The exterior exhibits a uniform red brick surface that is complemented by a majestic central limestone entrance, scaling the entire height of the building, on the front facing side. The overall structure incorporates Georgian architecture principles, such as the defining use of symmetry, proportion and balance, while the facade also borrows characteristics based on the classical architecture of ancient Greece and Rome. The statuesque limestone elevates the entrance and can be distinguished into two main parts; the upper level and the lower level. The lower level is seen to be protruding which provides space above for a balcony, while the upper level features a triangular pediment, above the upper window, hence extending the medial linearity of the house. A strong outline and sense of sharpness is created through a projecting cornice and engaged Doric columns.

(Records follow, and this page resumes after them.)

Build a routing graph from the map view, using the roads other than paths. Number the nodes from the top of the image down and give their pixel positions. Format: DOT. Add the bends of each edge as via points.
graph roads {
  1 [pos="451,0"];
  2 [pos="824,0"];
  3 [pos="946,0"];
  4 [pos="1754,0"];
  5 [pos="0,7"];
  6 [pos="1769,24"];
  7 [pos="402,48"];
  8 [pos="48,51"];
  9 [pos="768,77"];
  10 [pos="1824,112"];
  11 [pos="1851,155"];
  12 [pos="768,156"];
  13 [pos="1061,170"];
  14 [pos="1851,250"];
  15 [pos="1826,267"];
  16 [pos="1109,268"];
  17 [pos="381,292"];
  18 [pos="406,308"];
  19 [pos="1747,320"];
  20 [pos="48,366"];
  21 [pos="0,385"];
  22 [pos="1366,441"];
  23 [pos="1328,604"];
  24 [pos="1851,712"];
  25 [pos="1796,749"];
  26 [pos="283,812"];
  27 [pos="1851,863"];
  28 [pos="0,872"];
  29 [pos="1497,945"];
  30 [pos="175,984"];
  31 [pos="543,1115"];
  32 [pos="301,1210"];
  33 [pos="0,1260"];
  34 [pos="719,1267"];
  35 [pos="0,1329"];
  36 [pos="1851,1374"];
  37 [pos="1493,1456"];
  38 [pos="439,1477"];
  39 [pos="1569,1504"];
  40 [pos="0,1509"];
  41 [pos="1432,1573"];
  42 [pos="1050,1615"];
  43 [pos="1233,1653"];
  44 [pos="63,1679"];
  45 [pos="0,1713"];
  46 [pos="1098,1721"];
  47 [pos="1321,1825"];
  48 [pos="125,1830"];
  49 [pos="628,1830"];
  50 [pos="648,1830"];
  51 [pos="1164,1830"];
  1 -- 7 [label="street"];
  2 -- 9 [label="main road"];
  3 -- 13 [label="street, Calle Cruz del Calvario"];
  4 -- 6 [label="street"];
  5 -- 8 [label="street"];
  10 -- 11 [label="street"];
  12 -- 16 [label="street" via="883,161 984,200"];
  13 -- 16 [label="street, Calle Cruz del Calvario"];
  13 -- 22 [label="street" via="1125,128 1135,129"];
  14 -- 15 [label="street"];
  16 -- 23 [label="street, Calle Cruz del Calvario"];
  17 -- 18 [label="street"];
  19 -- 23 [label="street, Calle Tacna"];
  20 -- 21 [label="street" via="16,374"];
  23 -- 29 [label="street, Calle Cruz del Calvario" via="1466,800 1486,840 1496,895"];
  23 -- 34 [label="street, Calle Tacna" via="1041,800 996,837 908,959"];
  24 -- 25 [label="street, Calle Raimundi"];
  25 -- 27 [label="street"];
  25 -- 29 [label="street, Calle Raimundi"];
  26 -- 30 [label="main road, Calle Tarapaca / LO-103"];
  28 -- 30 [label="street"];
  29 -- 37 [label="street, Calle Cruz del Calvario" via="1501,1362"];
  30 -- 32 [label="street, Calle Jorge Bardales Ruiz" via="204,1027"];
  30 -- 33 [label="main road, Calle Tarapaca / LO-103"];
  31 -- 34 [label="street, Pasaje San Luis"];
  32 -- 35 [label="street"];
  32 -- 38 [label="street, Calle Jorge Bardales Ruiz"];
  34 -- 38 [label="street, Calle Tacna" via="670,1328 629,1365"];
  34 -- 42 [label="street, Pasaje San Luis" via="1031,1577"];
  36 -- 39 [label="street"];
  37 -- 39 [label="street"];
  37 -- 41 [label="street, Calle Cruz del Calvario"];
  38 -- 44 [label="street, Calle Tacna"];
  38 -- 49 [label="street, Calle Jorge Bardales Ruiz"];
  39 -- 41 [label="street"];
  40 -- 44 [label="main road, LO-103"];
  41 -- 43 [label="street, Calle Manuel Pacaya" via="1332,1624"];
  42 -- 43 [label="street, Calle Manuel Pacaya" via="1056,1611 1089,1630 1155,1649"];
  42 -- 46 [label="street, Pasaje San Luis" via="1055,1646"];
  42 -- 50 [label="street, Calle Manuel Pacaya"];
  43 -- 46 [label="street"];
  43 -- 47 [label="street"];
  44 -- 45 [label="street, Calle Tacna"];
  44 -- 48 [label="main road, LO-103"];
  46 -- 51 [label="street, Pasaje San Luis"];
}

This front facade can be compared to examples of typical houses from the Georgian era, such as the Chase Lloyd House pictured above, which share homogenous characteristics of rigid symmetry, timeless proportions and decorative elements. In terms of material, Georgian style can be seen to use classic brickwork, usually integrating a horizontal belt course between the first and second floors. Moreover, a hip roof typifies this style, essentially of a symmetrical nature in order to exaggerate the overall symmetricity of the building. The windows and entrance are employed as vehicles for decoration to include stylistic embellishments, especially with pediments and arched tops for the entryway. Lorne Rose Architect reinterprets these design concepts, shining a spotlight on the house with a large medial limestone piece.
This house is a perfect pastiche wherein the design marries a variety of different styles - in this case Georgian architecture as well as the classical order of the Ancient Greeks and Romans. It pays a homage to past forms while infusing the necessary modern features, like the garage.
The stately exterior is matched with an equally impressive interior that departs from the traditional facade with a more modern style that still pays homage to yesteryear.
The inside comprises bright open spaces with 10-foot high ceilings on the first-floor, with generous windows and skylights which flood the space with natural light. The neutral colour scheme is complemented with warm tones in the flooring, molding and custom cabinets, creating a balanced contrast. A floating staircase, supported by metal and glass railings, introduces a more classic contemporary style.
Lorne Rose Architect uses the exquisite textural effect of marble on the countertop and tilings in both the washrooms and kitchen. This pattern continues the dark/light contrast throughout the dwelling. The bathroom, creatively split into separate areas, features a large oval tub whose curving, flowing design is congruent with the surrounding marble tiling. Its strategic placement in front of a book-matched marble wall promotes the theme of symmetry in the space.
Similar to the washroom, the kitchen judiciously utilizes a sizable slab of stone to anchor the open space; the island calls attention to its functionality with stylishness. This luxe kitchen distinctly reflects the fashion of the day through its lines, space plan and layout. The cabinets incorporate hidden appliances to maintain a sleek nature.
I drool over this walk-in closet with abundant built-in cabinets. How dreamy!
Lorne Rose Architect harkens to a 1700's vibe while infusing modern day luxury in this Georgian style mansion. Their design brings an elegant flair for sophistication for Toronto's well-heeled residents.